**PROBLEM TO WORK ON**
Output the listing below verbatim.

**THE DATA**
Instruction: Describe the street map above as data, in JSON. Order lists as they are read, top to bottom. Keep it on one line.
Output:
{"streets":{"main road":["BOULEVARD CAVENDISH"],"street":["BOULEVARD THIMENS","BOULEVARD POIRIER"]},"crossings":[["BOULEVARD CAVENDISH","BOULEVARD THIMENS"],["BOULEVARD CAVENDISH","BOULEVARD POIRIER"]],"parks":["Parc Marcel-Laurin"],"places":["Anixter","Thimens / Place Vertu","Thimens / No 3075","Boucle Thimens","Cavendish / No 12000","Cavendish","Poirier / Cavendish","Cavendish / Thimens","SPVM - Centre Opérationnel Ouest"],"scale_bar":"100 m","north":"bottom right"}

**SOLUTION TO THIS TASK**
Instruction: Describe the street map above as data, in JSON. Order lists as they are read, top to bottom. Keep it on one line.
Output:
{"streets":{"main road":["BOULEVARD CAVENDISH"],"street":["BOULEVARD THIMENS","BOULEVARD POIRIER"]},"crossings":[["BOULEVARD CAVENDISH","BOULEVARD THIMENS"],["BOULEVARD CAVENDISH","BOULEVARD POIRIER"]],"parks":["Parc Marcel-Laurin"],"places":["Anixter","Thimens / Place Vertu","Thimens / No 3075","Boucle Thimens","Cavendish / No 12000","Cavendish","Poirier / Cavendish","Cavendish / Thimens","SPVM - Centre Opérationnel Ouest"],"scale_bar":"100 m","north":"bottom right"}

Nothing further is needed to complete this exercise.